• **ACTION ITEM**: Look through the listing below for the string "edges". Show each line where it occurs.

• **THE DATA**:
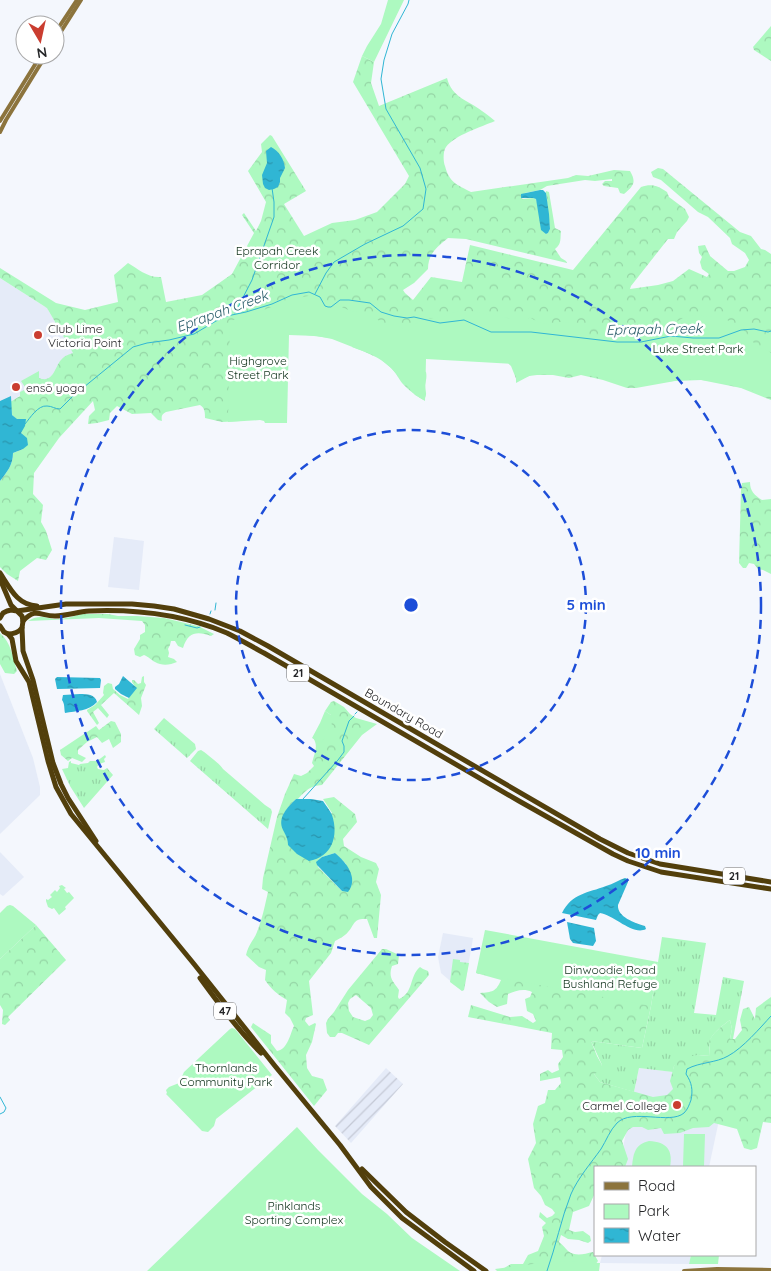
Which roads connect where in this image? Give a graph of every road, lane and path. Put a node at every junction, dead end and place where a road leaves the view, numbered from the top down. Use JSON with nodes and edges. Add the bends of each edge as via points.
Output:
{"nodes":[{"id":1,"x":76,"y":0,"type":"edge"},
{"id":2,"x":81,"y":0,"type":"edge"},
{"id":3,"x":65,"y":18,"type":"edge"},
{"id":4,"x":65,"y":25,"type":"edge"},
{"id":5,"x":35,"y":65,"type":"edge"},
{"id":6,"x":39,"y":65,"type":"edge"},
{"id":7,"x":2,"y":119,"type":"edge"},
{"id":8,"x":0,"y":132,"type":"edge"},
{"id":9,"x":0,"y":573,"type":"edge"},
{"id":10,"x":2,"y":580,"type":"edge"},
{"id":11,"x":48,"y":606,"type":"junction"},
{"id":12,"x":16,"y":611,"type":"junction"},
{"id":13,"x":0,"y":618,"type":"edge"},
{"id":14,"x":23,"y":620,"type":"junction"},
{"id":15,"x":0,"y":626,"type":"edge"},
{"id":16,"x":22,"y":628,"type":"junction"},
{"id":17,"x":8,"y":634,"type":"junction"},
{"id":18,"x":104,"y":854,"type":"junction"},
{"id":19,"x":771,"y":882,"type":"edge"},
{"id":20,"x":771,"y":889,"type":"edge"},
{"id":21,"x":349,"y":1156,"type":"junction"},
{"id":22,"x":771,"y":1270,"type":"edge"},
{"id":23,"x":474,"y":1271,"type":"edge"},
{"id":24,"x":486,"y":1271,"type":"edge"},
{"id":25,"x":684,"y":1271,"type":"edge"}],
"edges":[{"from":1,"to":3,"type":"main road"},
{"from":2,"to":4,"type":"main road"},
{"from":5,"to":7,"type":"main road"},
{"from":6,"to":7,"type":"main road"},
{"from":7,"to":8,"type":"main road"},
{"from":9,"to":10,"type":"highway","number":"21"},
{"from":10,"to":11,"type":"highway","number":"21","via":[[23,603]]},
{"from":10,"to":12,"type":"highway","number":"21","via":[[8,600]]},
{"from":11,"to":12,"type":"highway","name":"Boundary Road","number":"21"},
{"from":11,"to":19,"type":"highway","name":"Boundary Road","number":"21","via":[[83,603],[142,605],[174,609],[209,619],[268,646],[628,853],[660,864]]},
{"from":12,"to":13,"type":"highway","number":"21","via":[[7,611]]},
{"from":12,"to":14,"type":"highway"},
{"from":14,"to":16,"type":"highway"},
{"from":14,"to":20,"type":"highway","name":"Boundary Road","number":"21","via":[[40,613],[55,616],[89,611],[134,612],[208,626],[241,640],[613,854],[661,872]]},
{"from":15,"to":17,"type":"highway"},
{"from":16,"to":17,"type":"highway"},
{"from":16,"to":18,"type":"highway","number":"47","via":[[23,651],[57,772],[68,798]]},
{"from":17,"to":18,"type":"highway","number":"47","via":[[14,645],[16,661],[29,682],[56,787],[71,814]]},
{"from":18,"to":21,"type":"highway","number":"47"},
{"from":21,"to":23,"type":"highway","number":"47","via":[[372,1187],[402,1218]]},
{"from":21,"to":24,"type":"highway","number":"47","via":[[406,1212]]},
{"from":22,"to":25,"type":"main road"}]}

• **WORKED SOLUTION**:
Which roads connect where in this image? Give a graph of every road, lane and path. Put a node at every junction, dead end and place where a road leaves the view, numbered from the top down. Use JSON with nodes and edges. Add the bends of each edge as via points.
"edges":[{"from":1,"to":3,"type":"main road"},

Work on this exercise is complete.